Only the number is wanted: how many lines below include "joint"?

--- START ---

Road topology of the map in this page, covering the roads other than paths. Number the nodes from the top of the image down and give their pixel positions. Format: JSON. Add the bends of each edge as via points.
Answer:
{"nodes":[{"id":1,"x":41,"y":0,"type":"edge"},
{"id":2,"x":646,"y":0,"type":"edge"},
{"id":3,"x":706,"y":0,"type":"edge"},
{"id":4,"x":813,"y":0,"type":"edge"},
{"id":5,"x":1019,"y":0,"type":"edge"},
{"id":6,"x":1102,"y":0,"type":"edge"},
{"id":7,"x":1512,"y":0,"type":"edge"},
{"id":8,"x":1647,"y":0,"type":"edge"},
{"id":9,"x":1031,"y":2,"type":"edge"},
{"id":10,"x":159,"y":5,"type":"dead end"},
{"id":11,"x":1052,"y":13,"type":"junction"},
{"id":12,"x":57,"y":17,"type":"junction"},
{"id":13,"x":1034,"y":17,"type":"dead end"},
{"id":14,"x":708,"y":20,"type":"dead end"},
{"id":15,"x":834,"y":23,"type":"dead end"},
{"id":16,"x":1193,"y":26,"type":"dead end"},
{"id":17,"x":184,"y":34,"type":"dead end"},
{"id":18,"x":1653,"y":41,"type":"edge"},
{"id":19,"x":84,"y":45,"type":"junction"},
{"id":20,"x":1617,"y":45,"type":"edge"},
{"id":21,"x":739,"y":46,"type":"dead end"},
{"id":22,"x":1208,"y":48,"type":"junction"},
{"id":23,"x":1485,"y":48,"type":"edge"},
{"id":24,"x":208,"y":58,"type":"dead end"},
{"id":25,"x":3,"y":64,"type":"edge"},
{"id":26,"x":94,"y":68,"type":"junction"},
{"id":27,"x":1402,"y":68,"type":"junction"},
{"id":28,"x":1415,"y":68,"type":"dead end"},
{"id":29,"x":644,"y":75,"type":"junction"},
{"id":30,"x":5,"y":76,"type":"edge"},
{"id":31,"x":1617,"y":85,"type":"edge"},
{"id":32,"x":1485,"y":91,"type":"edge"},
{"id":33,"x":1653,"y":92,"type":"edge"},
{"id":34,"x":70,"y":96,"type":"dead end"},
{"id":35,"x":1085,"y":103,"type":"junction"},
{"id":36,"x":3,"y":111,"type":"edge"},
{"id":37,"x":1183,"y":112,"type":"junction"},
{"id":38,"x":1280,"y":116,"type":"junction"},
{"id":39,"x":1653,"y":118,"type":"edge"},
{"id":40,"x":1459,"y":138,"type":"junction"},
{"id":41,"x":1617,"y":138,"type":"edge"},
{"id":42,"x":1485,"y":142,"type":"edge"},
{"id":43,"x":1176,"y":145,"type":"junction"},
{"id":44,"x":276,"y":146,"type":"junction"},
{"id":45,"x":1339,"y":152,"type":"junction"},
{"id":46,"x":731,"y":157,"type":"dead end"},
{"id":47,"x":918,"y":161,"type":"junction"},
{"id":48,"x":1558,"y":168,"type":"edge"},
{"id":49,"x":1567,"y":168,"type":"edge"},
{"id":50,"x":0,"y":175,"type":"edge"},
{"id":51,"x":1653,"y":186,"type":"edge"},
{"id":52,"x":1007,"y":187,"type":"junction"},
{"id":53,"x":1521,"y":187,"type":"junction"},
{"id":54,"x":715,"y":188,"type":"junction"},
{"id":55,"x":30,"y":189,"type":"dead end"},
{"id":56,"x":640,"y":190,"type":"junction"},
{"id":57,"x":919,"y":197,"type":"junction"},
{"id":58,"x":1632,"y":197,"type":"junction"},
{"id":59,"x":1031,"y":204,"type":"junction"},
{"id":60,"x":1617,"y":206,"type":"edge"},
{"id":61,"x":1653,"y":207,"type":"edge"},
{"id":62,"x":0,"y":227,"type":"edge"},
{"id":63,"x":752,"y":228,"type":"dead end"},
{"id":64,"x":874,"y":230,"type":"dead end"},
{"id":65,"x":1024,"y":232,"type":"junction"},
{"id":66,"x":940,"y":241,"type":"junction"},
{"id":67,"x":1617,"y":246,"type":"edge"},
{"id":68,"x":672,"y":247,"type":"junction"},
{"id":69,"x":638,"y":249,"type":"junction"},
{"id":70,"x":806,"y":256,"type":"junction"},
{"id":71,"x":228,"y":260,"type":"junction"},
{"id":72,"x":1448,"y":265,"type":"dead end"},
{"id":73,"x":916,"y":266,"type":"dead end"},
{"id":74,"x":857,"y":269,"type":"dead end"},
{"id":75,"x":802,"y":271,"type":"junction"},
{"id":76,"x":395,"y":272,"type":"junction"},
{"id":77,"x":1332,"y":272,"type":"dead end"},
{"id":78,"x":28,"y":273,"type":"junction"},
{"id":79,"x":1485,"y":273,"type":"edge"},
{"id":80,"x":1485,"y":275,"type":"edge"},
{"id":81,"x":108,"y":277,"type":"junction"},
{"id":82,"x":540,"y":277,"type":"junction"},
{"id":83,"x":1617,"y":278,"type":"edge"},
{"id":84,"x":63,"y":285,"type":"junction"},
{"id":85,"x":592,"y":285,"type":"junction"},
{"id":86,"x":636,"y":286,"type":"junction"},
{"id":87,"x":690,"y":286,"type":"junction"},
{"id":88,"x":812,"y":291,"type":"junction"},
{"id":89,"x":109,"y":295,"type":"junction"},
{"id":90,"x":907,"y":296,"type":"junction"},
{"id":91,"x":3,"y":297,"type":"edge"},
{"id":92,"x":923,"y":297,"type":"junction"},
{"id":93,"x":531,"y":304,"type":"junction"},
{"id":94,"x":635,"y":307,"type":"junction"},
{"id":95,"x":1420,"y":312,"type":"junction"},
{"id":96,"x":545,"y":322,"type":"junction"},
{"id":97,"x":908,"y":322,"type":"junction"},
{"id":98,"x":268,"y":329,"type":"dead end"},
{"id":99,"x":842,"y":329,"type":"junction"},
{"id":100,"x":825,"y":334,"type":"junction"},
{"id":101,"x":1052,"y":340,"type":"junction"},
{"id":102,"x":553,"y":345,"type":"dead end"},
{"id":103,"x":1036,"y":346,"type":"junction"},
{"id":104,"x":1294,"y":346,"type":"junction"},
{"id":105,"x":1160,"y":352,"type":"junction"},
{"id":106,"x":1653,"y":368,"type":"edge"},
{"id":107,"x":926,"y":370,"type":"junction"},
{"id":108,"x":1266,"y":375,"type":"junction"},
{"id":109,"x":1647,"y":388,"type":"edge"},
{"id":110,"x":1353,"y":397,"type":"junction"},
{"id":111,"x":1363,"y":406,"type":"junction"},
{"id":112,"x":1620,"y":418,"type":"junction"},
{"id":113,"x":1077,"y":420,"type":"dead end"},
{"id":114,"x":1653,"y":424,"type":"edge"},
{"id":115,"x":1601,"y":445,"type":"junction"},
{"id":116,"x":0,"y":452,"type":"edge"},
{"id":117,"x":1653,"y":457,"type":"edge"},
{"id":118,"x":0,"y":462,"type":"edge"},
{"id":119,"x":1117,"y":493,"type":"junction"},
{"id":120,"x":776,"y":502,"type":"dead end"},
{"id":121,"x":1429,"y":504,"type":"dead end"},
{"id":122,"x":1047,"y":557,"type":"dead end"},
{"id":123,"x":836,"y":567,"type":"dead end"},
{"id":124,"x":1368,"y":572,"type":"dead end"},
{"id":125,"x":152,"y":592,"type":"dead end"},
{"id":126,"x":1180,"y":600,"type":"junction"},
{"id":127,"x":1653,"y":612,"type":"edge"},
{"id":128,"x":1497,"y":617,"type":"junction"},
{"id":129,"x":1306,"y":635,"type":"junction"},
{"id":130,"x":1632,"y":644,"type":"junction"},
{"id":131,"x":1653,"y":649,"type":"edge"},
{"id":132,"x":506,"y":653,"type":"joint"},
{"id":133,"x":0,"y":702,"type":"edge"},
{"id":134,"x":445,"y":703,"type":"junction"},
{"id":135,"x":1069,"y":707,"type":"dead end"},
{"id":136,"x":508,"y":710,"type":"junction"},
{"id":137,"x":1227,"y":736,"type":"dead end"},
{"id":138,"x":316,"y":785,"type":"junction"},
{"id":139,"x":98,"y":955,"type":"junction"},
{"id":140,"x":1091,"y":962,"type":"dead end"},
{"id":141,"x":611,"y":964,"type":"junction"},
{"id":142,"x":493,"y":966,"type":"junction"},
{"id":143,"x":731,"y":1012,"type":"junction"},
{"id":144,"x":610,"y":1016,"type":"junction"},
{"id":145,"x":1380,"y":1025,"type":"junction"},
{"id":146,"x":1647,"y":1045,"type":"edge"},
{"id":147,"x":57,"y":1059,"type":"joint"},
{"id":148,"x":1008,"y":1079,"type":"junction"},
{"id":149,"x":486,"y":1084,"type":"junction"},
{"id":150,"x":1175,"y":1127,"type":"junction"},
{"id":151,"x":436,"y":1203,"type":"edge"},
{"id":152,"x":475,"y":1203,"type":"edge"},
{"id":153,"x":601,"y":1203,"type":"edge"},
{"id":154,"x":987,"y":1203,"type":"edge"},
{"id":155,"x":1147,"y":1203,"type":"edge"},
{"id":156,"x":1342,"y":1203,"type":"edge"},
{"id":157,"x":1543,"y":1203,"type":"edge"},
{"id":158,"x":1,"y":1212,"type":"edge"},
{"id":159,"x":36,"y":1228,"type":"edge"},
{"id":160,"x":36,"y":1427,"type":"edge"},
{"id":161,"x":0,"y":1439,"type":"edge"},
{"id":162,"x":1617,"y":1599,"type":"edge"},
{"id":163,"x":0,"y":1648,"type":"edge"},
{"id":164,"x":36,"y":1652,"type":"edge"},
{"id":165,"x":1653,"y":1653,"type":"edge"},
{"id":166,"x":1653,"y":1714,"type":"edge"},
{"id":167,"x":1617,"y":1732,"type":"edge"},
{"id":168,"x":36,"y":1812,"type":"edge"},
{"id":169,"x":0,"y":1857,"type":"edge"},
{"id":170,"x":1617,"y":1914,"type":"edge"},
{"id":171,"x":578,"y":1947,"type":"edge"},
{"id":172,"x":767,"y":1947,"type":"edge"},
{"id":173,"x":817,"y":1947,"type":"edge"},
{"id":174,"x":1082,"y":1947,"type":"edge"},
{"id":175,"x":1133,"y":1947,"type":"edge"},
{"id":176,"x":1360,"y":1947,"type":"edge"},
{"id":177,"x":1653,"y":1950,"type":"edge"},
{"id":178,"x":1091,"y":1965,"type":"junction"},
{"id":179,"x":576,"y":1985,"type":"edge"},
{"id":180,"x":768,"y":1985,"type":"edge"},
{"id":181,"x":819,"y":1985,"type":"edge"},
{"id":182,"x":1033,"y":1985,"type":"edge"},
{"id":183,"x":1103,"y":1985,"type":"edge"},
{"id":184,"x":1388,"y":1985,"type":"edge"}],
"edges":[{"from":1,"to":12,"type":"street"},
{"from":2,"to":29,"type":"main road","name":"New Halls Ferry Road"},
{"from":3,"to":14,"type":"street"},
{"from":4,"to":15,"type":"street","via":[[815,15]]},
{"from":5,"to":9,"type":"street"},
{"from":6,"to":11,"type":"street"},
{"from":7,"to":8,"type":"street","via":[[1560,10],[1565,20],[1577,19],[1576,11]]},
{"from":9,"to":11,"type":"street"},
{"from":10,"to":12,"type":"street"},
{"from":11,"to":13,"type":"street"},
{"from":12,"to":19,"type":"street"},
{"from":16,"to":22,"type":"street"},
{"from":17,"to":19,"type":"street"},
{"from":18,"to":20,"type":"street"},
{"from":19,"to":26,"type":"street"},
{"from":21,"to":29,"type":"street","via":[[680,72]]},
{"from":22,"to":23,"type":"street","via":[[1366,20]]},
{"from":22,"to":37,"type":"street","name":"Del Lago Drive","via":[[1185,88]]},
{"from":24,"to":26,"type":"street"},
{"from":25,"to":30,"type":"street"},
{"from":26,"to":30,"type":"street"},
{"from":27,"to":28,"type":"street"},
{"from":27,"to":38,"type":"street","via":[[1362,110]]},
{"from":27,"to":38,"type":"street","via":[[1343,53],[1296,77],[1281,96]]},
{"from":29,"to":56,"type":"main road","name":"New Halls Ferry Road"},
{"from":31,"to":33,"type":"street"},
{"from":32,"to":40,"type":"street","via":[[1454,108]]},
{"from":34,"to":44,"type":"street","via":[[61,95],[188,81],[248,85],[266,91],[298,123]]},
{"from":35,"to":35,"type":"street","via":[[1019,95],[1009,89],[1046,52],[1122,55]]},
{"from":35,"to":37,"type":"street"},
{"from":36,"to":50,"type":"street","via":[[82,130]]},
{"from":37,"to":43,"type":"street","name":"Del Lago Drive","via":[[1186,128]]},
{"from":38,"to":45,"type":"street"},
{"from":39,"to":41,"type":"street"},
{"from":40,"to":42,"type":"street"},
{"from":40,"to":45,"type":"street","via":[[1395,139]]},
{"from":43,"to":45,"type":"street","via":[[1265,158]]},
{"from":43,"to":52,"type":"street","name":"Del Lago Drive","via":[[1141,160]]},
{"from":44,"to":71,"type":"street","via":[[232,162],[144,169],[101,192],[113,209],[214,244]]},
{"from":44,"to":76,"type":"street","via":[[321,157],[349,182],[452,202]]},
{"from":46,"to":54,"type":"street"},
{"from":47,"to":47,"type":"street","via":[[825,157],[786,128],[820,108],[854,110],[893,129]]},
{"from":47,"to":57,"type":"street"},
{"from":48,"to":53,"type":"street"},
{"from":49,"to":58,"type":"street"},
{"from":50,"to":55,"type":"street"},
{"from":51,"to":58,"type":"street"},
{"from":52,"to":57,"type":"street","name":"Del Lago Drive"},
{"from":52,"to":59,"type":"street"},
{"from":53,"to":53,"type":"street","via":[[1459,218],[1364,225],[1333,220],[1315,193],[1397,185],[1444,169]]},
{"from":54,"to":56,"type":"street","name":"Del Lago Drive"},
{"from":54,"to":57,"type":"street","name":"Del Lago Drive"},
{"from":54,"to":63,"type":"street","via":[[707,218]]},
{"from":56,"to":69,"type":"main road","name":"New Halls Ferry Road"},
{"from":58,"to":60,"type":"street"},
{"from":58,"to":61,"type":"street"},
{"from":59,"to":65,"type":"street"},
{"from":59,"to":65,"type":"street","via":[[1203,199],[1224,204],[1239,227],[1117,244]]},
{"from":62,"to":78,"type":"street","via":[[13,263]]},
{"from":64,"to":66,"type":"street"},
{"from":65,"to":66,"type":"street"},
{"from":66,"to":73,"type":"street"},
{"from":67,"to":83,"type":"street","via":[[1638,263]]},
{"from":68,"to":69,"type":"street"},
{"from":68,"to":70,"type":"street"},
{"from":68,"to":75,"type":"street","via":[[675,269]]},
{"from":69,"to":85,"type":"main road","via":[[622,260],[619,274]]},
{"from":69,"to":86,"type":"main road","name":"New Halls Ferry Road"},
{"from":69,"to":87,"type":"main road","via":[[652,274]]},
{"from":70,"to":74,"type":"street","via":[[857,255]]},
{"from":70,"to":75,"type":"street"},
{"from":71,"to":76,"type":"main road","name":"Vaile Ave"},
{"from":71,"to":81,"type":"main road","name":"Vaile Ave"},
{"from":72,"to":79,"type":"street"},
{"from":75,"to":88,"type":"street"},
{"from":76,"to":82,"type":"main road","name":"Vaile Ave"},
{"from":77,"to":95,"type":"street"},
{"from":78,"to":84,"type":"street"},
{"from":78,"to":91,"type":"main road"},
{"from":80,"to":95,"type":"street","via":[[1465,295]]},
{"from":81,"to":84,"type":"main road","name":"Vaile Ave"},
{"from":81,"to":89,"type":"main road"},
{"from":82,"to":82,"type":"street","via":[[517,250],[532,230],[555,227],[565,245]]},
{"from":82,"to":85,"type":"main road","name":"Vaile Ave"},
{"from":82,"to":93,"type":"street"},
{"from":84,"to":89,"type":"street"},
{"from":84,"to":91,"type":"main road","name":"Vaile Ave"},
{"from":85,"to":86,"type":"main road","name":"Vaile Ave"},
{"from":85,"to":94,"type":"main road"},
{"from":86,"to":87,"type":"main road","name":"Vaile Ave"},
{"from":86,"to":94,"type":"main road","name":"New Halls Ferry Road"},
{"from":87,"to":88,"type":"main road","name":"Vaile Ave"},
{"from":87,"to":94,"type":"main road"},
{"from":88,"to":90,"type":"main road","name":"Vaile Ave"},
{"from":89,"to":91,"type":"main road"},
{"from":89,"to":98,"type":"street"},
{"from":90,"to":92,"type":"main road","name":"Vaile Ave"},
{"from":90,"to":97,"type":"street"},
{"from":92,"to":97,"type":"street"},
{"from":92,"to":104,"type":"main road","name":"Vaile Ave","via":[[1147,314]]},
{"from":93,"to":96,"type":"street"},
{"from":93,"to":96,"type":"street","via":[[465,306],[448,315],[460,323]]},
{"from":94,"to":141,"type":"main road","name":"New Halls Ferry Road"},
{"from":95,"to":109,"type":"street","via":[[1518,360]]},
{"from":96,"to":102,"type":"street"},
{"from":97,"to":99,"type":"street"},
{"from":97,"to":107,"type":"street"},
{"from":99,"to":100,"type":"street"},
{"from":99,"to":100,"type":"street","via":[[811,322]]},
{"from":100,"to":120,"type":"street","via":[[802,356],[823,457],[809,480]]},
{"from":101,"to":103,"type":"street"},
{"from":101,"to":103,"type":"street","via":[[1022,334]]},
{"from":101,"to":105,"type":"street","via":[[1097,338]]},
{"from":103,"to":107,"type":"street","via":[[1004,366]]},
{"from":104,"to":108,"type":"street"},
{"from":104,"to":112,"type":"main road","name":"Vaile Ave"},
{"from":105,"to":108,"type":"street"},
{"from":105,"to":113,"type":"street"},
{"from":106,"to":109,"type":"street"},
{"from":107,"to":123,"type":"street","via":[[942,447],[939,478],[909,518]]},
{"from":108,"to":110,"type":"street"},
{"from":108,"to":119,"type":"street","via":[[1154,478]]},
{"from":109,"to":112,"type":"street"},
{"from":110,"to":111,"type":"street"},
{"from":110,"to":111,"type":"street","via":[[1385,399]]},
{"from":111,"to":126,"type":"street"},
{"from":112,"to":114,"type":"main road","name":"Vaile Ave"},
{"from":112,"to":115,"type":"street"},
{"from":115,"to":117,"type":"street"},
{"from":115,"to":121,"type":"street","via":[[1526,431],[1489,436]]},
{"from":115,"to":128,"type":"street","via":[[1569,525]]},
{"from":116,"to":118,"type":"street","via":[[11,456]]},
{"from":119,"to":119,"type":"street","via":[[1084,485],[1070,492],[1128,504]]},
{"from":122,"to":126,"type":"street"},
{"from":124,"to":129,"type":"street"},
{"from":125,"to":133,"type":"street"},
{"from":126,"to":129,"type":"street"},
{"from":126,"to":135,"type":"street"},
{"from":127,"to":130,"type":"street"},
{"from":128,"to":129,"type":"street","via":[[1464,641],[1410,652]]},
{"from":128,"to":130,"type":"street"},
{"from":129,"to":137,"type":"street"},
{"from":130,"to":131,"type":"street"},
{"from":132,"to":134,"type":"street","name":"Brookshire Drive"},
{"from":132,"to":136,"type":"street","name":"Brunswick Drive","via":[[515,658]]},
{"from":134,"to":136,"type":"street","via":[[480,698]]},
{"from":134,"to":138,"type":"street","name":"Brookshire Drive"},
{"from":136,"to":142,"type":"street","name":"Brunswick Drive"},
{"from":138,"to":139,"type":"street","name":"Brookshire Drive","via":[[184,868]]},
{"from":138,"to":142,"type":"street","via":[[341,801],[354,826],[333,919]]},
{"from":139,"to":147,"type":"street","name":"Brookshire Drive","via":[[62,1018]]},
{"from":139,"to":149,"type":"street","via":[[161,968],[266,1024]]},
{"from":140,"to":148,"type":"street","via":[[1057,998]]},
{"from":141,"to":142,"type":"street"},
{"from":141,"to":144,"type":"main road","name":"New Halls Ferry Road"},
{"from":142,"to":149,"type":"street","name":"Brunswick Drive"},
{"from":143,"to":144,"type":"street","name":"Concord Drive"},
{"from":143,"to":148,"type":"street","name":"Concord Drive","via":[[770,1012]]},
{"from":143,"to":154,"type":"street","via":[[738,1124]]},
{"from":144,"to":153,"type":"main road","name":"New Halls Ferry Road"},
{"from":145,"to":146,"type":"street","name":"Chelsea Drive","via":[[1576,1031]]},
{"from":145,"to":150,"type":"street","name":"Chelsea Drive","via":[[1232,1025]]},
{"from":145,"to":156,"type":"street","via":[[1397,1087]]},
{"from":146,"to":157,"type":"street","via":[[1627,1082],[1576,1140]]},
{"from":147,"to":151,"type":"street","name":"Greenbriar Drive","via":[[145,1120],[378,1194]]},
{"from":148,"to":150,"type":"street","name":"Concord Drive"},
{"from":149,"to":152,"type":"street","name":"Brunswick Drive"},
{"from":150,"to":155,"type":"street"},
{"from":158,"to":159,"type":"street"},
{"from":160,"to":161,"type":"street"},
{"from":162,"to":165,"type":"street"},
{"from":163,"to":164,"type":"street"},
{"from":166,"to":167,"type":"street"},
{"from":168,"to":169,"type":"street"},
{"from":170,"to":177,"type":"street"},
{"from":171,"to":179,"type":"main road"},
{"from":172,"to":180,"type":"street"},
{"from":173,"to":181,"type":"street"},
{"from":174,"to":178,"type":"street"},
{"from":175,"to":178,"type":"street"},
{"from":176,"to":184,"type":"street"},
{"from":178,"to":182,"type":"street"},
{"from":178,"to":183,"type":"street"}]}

--- END ---

Answer to this exercise
2